TASK TO COMPLETE
Your answer must be every line of the data that contains "熊本玉名線".

[DATASET RECORDS Boundary: Start]

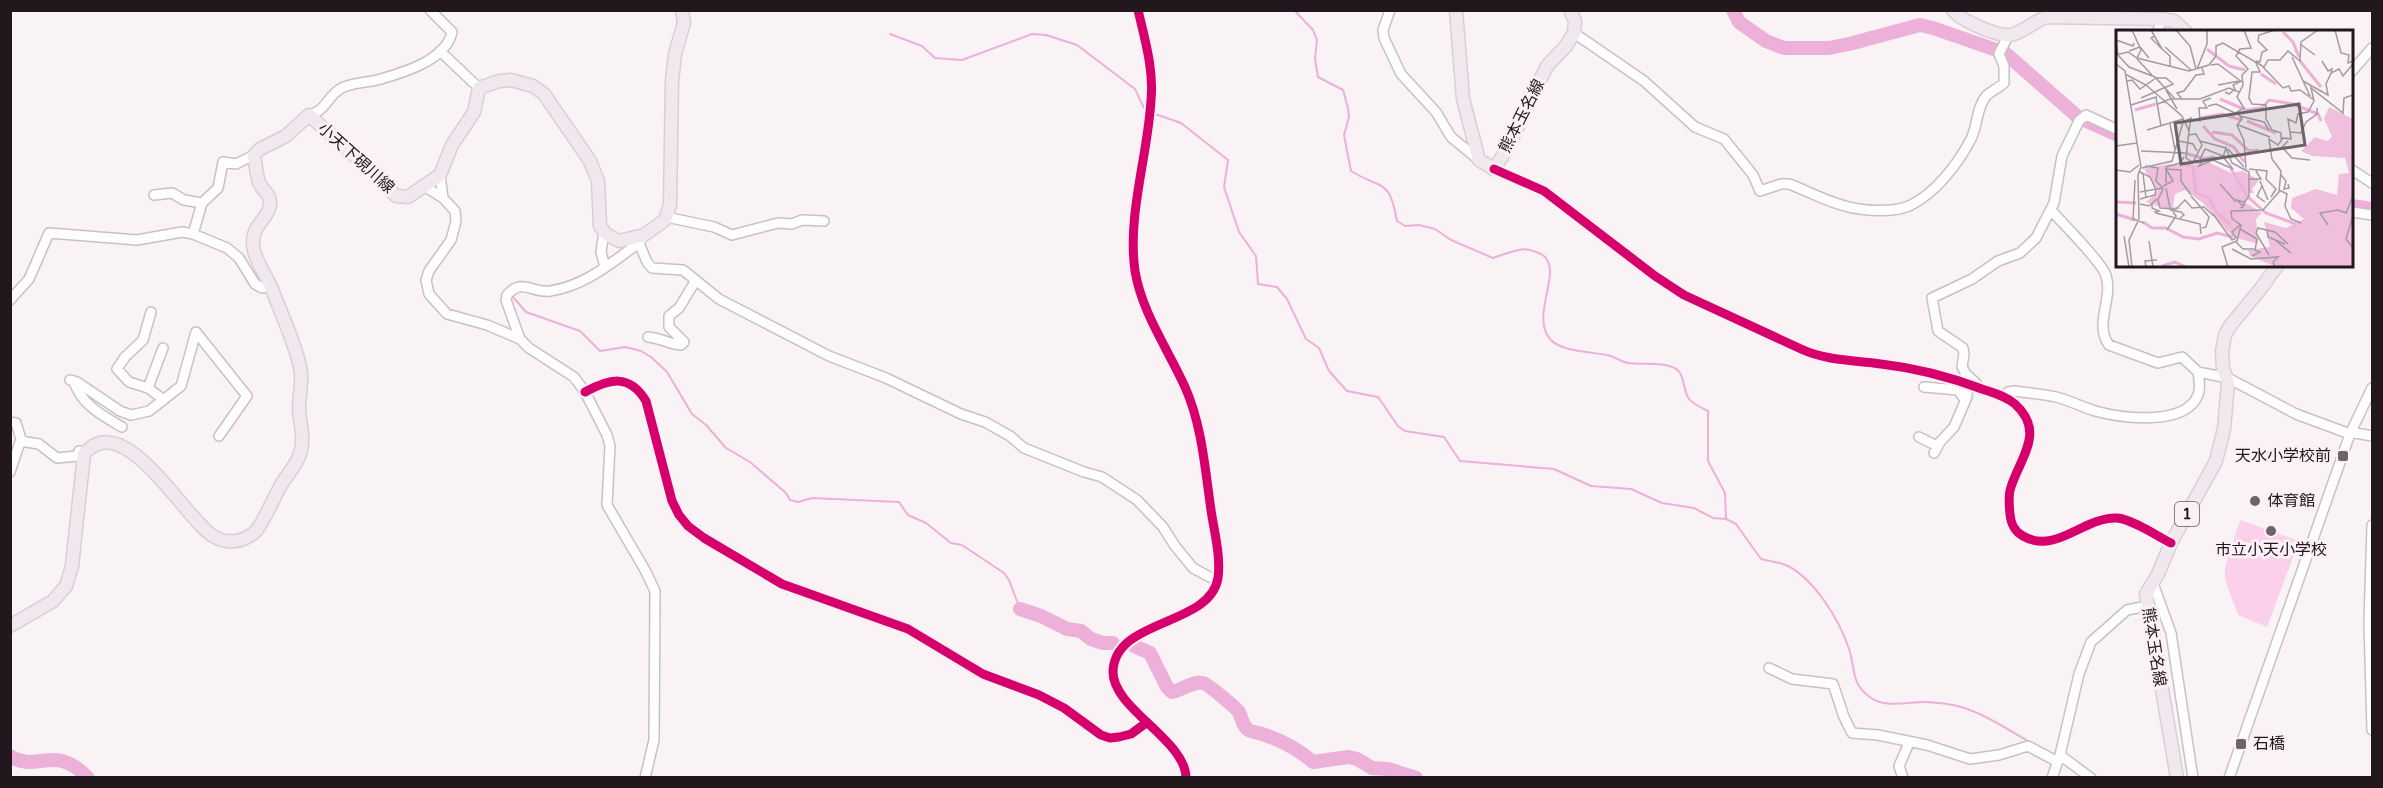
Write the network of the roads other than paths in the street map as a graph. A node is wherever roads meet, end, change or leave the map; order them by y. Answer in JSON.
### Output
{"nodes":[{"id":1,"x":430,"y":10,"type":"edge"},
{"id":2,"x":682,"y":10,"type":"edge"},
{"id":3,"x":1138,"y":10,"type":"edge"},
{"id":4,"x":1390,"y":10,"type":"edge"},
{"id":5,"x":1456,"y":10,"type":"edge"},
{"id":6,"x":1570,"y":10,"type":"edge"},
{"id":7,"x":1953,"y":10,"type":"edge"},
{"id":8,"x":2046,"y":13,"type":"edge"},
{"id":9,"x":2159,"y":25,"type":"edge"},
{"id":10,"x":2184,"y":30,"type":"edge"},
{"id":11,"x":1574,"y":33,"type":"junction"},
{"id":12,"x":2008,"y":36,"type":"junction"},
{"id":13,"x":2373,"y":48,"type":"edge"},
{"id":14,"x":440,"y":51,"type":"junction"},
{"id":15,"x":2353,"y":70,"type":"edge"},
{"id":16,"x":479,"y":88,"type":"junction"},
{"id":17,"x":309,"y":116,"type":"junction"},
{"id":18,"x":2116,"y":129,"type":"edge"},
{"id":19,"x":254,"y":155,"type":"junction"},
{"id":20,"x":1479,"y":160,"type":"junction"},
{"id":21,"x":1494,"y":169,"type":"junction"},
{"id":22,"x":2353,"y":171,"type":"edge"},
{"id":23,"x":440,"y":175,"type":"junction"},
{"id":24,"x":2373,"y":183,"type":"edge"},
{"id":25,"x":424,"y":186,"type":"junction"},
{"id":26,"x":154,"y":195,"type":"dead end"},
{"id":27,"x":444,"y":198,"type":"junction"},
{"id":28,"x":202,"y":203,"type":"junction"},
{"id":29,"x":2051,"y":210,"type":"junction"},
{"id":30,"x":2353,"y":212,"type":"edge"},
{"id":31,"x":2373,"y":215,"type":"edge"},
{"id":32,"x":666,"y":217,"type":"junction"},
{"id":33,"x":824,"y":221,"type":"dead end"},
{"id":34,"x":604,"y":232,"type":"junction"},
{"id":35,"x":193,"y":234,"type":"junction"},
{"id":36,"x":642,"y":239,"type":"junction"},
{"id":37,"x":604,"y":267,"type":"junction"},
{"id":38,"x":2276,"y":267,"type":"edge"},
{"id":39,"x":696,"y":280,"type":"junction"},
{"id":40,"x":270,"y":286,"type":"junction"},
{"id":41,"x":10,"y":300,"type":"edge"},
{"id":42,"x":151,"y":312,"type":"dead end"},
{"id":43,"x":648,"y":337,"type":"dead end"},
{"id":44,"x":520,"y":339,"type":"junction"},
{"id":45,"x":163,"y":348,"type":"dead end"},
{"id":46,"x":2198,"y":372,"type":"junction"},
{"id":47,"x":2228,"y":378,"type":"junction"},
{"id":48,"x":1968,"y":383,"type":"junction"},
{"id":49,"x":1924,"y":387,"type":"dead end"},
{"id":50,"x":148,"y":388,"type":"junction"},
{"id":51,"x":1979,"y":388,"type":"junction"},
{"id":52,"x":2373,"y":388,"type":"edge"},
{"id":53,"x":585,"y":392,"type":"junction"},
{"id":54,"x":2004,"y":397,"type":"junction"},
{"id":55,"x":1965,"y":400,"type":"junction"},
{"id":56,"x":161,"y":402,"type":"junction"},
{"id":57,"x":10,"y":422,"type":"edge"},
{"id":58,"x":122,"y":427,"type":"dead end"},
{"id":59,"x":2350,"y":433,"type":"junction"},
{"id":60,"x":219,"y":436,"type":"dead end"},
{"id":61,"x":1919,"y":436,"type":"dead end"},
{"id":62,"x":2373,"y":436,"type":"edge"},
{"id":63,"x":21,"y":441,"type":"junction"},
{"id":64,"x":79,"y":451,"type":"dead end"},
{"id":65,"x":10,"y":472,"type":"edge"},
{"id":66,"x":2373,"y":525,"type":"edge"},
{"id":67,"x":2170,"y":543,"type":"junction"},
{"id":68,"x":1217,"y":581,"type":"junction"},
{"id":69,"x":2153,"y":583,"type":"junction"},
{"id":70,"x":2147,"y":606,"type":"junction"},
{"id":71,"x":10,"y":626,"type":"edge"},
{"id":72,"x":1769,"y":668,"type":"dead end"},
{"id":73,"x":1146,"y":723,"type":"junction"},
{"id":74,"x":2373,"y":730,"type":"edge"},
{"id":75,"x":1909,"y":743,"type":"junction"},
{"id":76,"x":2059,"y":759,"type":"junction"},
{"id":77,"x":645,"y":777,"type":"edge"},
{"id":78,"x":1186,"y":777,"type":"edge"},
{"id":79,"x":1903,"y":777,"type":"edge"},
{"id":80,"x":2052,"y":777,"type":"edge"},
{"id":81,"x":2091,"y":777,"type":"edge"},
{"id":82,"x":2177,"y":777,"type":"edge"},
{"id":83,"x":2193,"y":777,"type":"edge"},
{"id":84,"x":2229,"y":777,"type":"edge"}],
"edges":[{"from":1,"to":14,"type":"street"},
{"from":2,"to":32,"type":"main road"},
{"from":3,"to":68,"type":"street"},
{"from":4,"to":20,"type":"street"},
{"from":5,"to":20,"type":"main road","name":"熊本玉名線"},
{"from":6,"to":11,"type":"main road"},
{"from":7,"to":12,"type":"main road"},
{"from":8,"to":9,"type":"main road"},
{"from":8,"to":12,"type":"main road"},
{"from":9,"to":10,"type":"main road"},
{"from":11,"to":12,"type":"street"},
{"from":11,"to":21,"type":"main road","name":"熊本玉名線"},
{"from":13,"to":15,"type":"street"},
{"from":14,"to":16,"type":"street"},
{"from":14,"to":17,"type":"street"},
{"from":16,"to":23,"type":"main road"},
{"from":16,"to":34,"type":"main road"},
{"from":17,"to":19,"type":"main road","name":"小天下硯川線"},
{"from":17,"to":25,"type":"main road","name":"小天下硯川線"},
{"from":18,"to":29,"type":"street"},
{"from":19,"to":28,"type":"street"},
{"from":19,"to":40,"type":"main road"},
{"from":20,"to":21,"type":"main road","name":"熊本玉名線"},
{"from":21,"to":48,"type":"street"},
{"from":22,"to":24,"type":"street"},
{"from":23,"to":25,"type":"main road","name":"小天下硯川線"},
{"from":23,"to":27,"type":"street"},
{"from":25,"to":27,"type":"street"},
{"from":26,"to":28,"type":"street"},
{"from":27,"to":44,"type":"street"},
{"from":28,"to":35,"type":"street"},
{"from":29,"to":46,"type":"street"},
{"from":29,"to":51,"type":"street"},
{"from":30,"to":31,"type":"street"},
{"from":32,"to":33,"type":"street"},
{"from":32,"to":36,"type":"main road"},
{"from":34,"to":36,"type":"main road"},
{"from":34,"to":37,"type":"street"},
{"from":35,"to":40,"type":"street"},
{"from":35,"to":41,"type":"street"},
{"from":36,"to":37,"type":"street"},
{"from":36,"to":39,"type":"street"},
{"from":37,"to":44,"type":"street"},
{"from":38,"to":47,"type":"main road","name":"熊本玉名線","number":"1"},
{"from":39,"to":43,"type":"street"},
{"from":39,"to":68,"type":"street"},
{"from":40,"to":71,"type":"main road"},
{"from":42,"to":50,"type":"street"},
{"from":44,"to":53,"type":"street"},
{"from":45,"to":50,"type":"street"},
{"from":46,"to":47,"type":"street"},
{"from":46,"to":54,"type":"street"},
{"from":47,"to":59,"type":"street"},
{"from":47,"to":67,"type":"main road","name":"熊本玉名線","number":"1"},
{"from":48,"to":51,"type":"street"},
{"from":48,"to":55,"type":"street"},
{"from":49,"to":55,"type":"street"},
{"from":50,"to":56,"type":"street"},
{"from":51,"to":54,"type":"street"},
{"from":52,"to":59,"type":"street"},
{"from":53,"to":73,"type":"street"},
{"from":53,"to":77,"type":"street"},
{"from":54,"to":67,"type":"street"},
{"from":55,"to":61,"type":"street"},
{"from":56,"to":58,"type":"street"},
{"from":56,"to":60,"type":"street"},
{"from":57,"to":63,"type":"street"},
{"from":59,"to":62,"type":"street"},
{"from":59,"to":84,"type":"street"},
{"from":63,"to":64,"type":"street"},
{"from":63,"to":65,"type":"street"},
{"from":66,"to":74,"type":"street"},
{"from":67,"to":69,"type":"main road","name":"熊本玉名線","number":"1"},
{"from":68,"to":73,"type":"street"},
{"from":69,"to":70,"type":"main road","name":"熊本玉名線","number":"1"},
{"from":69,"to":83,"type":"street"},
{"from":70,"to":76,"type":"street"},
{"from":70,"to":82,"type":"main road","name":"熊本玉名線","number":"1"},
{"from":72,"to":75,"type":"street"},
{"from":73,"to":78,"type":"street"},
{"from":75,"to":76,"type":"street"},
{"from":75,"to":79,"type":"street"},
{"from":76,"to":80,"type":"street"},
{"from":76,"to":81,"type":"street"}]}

[DATASET RECORDS Boundary: End]

ANSWER TO THE PROBLEM
{"from":5,"to":20,"type":"main road","name":"熊本玉名線"},
{"from":11,"to":21,"type":"main road","name":"熊本玉名線"},
{"from":20,"to":21,"type":"main road","name":"熊本玉名線"},
{"from":38,"to":47,"type":"main road","name":"熊本玉名線","number":"1"},
{"from":47,"to":67,"type":"main road","name":"熊本玉名線","number":"1"},
{"from":67,"to":69,"type":"main road","name":"熊本玉名線","number":"1"},
{"from":69,"to":70,"type":"main road","name":"熊本玉名線","number":"1"},
{"from":70,"to":82,"type":"main road","name":"熊本玉名線","number":"1"},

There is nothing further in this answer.